WASHINGTON–On his first day in office President Biden signed a number of executive orders, several of which are aimed at the economy and that will have effects on credit unions and their members.

Separately, the director of the CFPB announced her resignation.

Biden has placed a special emphasis on the federal government’s response to the pandemic. The success of that effort will have a bearing on members’ and all Americans’ economic situation and will affect lending, when branches may reopen, when employees may return to work and more.

In addition to first day executive orders restoring federal employees' collective bargaining rights and directing agency action on safety net programs, including Medicaid and unemployment insurance, Biden is expected to sign executive orders that extend the nationwide moratorium on evictions and foreclosures until at least March 31, and extending the pause on student loan payments and interest for borrowers with federal student loans until at least September 30.

Other Orders Signed


Biden also:

  • Signed an executive order requiring branch appointees to sign an ethics pledge barring them from acting in personal interest and requiring them to uphold the independence of the Department of Justice.
  • Signed an order directing the director of the Office of Management and Budget to develop recommendations to modernize regulatory review and to undo the process put in place by President Trump.
  •  Signed an executive order directing federal agencies to deliver plans to address barriers to advancement as well as mandating the Office of Management and Budget to more equitably allocate federal resources to communities of color.


“Additional actions in the coming weeks will restore and reinvigorate the federal government’s commitment to diversity, equity, inclusion and accessibility,” an administration official told the New York Times.

NCUA under Chairman Rodney Hood has put an emphasis on DEI.

Hood is expected to be replaced as soon as today as chairman of the agency by Democrat and board member Todd Harper.  Hood will remain on the board along with Kyle Hauptman, both of whom are Republican appointees.

CFPB Director Resigns


Separately, Kathleen Kraninger has, at the request of Biden, resigned  as director of the Consumer Financial Protection Bureau.

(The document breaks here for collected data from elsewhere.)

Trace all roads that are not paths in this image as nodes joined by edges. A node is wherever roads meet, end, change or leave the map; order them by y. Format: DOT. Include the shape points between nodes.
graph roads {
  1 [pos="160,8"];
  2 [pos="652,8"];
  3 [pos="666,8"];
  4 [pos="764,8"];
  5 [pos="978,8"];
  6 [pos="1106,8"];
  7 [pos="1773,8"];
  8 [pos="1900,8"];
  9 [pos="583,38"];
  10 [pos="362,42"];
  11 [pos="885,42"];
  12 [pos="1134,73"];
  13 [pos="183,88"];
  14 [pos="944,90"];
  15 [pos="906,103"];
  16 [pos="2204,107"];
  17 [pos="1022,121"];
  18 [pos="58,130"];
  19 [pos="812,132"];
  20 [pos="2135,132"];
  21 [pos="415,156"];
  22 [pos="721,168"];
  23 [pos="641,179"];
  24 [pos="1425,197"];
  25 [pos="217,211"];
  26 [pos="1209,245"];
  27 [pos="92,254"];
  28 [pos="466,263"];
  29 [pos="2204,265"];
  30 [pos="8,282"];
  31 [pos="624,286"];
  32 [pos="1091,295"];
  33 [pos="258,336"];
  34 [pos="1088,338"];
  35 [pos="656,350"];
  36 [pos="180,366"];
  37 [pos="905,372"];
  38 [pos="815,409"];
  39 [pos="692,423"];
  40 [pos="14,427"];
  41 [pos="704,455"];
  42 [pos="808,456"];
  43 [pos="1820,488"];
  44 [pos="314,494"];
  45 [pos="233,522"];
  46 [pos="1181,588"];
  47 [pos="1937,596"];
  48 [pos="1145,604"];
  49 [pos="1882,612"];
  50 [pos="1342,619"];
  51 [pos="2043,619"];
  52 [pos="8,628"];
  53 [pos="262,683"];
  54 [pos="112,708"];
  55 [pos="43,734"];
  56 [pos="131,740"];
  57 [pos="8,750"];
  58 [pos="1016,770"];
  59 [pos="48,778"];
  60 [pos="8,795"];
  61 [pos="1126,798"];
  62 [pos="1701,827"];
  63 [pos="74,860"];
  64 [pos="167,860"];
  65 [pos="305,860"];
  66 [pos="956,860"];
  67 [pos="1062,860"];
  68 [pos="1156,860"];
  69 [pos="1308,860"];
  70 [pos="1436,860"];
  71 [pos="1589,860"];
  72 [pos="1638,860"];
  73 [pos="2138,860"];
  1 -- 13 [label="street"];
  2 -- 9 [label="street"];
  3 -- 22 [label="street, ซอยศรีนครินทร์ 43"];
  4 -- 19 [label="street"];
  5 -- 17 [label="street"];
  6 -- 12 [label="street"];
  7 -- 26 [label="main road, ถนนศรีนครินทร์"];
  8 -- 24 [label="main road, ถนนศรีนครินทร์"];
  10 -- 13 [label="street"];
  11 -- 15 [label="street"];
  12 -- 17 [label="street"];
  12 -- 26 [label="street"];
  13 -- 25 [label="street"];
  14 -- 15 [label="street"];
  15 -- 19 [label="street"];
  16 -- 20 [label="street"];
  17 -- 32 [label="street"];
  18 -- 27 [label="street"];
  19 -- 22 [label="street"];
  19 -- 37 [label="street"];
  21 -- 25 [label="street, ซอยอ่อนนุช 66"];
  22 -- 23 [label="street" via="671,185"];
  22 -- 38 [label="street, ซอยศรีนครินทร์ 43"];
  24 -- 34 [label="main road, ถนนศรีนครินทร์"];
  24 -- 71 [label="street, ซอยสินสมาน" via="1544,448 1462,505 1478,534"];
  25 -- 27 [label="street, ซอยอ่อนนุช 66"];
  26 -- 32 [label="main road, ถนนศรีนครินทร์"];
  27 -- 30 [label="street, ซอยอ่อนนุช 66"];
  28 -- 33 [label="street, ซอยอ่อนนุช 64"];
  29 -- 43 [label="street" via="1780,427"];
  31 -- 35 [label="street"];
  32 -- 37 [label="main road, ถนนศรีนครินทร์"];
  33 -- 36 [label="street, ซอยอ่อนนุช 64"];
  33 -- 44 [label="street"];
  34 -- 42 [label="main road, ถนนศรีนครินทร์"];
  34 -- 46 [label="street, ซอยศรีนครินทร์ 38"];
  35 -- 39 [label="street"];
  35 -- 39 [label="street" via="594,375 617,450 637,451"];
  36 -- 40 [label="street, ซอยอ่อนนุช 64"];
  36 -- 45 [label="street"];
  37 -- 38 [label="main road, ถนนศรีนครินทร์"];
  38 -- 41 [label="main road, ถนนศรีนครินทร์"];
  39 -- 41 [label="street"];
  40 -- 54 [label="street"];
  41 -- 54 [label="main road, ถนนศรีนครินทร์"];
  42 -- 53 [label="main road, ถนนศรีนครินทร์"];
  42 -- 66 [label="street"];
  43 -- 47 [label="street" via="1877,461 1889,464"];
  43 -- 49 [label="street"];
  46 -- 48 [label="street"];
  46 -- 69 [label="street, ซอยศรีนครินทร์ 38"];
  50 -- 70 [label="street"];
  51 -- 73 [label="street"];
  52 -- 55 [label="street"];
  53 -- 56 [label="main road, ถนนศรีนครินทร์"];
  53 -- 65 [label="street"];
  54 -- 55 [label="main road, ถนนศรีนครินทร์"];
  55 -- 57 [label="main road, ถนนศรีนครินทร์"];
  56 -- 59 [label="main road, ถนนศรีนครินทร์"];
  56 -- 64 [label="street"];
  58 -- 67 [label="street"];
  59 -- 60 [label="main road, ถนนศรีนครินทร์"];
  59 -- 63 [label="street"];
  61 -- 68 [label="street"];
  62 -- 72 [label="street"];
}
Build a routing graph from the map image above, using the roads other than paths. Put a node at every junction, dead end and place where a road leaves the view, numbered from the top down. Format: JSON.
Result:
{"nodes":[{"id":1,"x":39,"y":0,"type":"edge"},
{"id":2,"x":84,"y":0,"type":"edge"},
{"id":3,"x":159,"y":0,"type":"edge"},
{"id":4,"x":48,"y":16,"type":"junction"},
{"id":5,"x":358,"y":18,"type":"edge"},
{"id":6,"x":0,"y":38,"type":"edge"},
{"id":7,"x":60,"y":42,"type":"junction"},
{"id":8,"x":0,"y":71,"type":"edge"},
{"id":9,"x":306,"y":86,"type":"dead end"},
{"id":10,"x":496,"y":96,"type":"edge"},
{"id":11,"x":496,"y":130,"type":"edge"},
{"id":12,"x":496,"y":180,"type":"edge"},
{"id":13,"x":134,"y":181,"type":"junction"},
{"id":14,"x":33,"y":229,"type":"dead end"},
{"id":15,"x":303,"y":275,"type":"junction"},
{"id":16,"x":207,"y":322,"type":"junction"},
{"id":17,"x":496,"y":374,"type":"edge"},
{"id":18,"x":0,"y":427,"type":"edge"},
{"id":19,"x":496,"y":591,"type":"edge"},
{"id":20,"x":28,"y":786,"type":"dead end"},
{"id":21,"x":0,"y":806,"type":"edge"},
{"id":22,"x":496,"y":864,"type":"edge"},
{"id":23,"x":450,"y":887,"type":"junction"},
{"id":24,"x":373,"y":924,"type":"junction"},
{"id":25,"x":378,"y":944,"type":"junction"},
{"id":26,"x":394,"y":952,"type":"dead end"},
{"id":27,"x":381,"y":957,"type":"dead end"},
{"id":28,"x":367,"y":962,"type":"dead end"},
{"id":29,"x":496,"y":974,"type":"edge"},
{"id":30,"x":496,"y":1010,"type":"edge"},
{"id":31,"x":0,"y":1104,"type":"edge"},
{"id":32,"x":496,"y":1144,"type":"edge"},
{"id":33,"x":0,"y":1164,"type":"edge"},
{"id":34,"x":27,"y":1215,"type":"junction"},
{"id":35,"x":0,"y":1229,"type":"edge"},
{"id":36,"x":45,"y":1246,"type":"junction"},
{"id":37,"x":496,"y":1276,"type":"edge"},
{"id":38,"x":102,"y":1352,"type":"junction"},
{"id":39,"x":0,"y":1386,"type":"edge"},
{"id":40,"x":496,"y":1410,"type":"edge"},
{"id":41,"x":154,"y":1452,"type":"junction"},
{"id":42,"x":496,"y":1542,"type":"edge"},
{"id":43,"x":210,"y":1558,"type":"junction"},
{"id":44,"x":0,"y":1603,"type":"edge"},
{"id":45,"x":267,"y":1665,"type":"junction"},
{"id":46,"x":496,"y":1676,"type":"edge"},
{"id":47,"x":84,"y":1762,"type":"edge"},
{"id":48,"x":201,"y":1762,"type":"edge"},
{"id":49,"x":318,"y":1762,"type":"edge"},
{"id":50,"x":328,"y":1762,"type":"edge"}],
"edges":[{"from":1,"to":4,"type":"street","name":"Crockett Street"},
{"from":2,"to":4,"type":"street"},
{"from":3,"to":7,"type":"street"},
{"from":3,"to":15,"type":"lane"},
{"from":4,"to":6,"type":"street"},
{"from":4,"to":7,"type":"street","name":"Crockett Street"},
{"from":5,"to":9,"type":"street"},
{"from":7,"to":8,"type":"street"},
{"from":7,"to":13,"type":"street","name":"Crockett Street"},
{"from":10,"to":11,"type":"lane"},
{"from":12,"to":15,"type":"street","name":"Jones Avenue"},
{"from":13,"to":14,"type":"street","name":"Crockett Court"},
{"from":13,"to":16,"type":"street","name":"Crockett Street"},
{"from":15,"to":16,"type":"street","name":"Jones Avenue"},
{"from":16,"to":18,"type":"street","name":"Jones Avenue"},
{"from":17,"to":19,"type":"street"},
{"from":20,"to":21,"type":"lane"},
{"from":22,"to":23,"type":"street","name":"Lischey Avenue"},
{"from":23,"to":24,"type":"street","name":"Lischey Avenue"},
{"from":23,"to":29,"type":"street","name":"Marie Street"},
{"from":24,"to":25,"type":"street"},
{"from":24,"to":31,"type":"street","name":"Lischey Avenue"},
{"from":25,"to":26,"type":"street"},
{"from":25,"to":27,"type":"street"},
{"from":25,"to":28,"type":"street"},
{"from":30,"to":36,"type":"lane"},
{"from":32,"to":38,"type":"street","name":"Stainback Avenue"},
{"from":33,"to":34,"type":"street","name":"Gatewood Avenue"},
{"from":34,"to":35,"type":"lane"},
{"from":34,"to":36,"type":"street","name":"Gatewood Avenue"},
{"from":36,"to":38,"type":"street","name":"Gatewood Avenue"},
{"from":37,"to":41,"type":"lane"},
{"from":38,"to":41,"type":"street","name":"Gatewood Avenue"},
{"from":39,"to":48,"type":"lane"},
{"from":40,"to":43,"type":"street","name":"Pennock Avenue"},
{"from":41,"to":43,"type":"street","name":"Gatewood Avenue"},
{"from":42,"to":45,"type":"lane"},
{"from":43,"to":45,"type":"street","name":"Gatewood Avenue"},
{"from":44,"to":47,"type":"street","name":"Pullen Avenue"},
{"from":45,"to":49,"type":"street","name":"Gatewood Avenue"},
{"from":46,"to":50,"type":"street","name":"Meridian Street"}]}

Kraninger was named by President Trump in 2018 to lead the Bureau in a term that was supposed to run through 2023. Kraninger herself helped in part to make the firing possible, having supported a challenge to the CFPB's Constitionaity over the power of the president to replace its director. The court ruled in favor of the challenge, paving the way for Biden to replace Kraninger.

As CUToday.info reported here, Biden has nominated Rohit Chopra to lead the CFPB.

NAFCU Response

“NAFCU thanks Director Kraninger for her leadership at the CFPB and commitment to strengthening the financial services system,” said NAFCU President and CEO Dan Berger. “We appreciate her receptiveness to hearing credit unions' perspective during her tenure, taking several of our concerns into consideration in the bureau's regulatory efforts, and support for industry's mission to provide safe, affordable financial products and services to its 123 million members. We will continue to work closely with the bureau as credit unions' voice at the federal level.”